Businesses fight against spycams
Yoo Sang-a, the 30-year-old owner of the cafe, put the sticker on the door on June 18. She was a victim of molka, which she only discovered accidentally. She stumbled upon a video of herself. She says she doesn’t even want to describe it.
In shock, Yoo’s first impulse was to keep the experience to herself. Later she realized that was the wrong course.
“Anyone can be a victim of molka,” she asserted, “and I want to be at least a small factor in stopping it.” She opened the cafe three years ago and later joined the Red Circle campaign against molka, which she considers a kind of uniquely Korean social scourge.
The Korean term molka signifies the filming of someone without their knowledge or consent. The most commonly known type of molka is men filming women unawares with cellphones in public spaces like subways or climbing stairs. But in Korea, it also includes spy cameras fitted permanently in locations like ladies’ bathroom stalls and locker rooms.
Although among friends and close-knit relationships, molka may be a source of humor - capturing hilarious facial expressions of unsuspecting peers - but molka has the potential to infringe upon the privacy of people and, in most cases, is intended precisely to do that.
The number of molka cases decreased from 6,462 in 2015 to 4,352 in 2016, according to police, but have exploded this year. There have already been 5,714 cases reported this year - possibly because of greater awareness.
The Red Circle campaign was jointly created by the Gyeonggi Southern Police Agency and a group of students from Kwangwoon University who were alarmed by the trend. They started a communications project named LOUD last September and joined forces with the local police.

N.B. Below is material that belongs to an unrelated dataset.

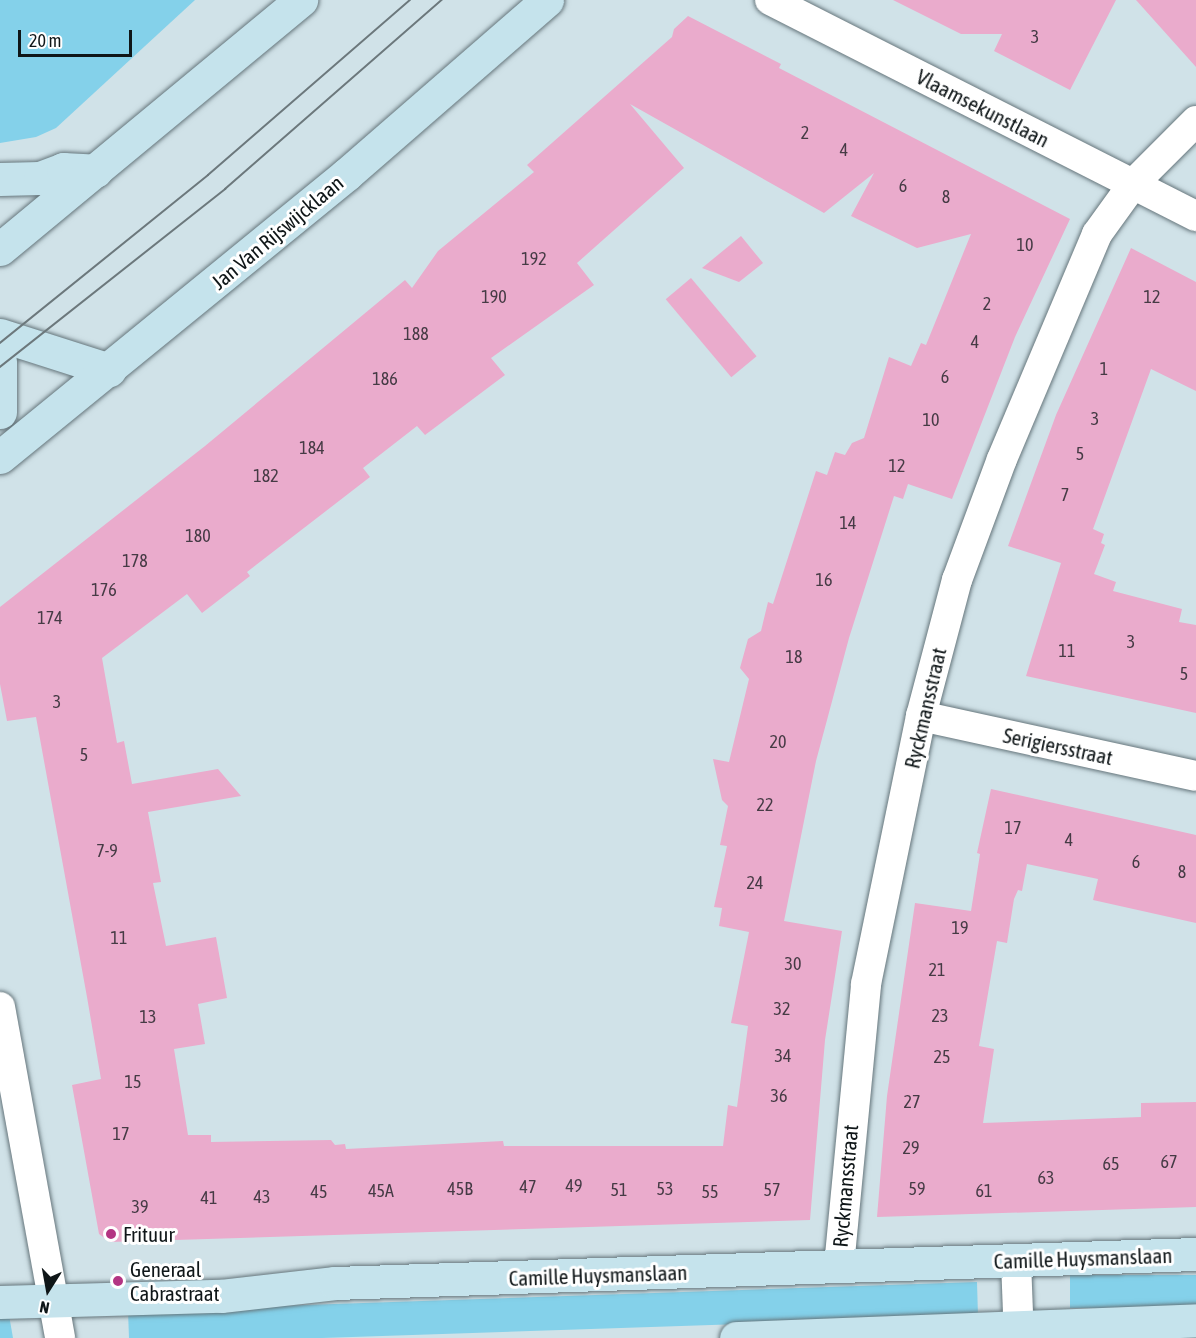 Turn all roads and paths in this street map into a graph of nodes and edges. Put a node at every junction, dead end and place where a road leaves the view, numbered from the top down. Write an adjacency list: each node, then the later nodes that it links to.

The campaign encourages people to put a red, circular sticker around the camera of their mobile phone - a signal that smartphone cameras should be put to good use, not bad. Larger stickers are given to local stores and cafes to show their support.
The Gyeonggi Southern Police are distributing large amount stickers to contributing stores - 1,000 to 2,000 already.
The campaign’s ultimate goal is to advertise the severity of the issue and shame people into stop filming surreptitiously or watching molkas online.
A store in the Nosong neighborhood in Suwon, Gyeonggi, supports the campaign and has a sign on its entrance that reads, “The Nosong Police will always be near you” - an encouragement to victims and also a warning to perpetrators. The message is accompanied by a friendly, cartoon police officer.
In the midst of crowded and complex streets, the cafe keeps its lights on even after they close.
Owner Kim Do-Kyung, 27, who opened the cafe a month ago in order to “contribute to economic and community activities,” says he leaves its lights on after closing hour. Neighbors say “the streets in the dark seem to have become so much safer because of the lights emanating from the store,” Kim told the Korea Joongang Daily.
To get the stickers, people used to have to go to a police station or request them via the post. To expand its reach, the student government of Anyang University created an organization named SKU and are taking sticker requests via Facebook.
People are comparing the campaign to the anonymous whistleblowing program Crime Stoppers in Canada.
Minister Kim Boo-kyum of the Ministry of the Interior and Safety pledged on his Facebook page that “he will not forgive anyone who gets caught filming without consent from now on. I swear it on my job.”
He wrote that molka is an act that devastates a person’s dignity and is cowardly and weak.
As the campaign progresses, students are emphasizing the severity of the molka threat.
Kim Se-hee, Shim Soo-hyun, Ho In-pyo and Choi Yeon-jae are juniors attending the Seongnam Techno Science High School in Gyeonggi. They are directing a public service announcement telling students how bad surreptitious filming is, even if they think it’s done in jest.
Lee Ki-chang, the director of the Gyeonggi Southern Police Agency, applauds the efforts from concerned citizens. “We will continue to lead efforts from the people to ensure a safe environment for all,” he said.
“Campaigns led by the general public, such as the Red Circle Campaign, do not require much financial support,” said Park Hyun-ho, a professor of police administration at Yong In University, “and they have such a great impact.”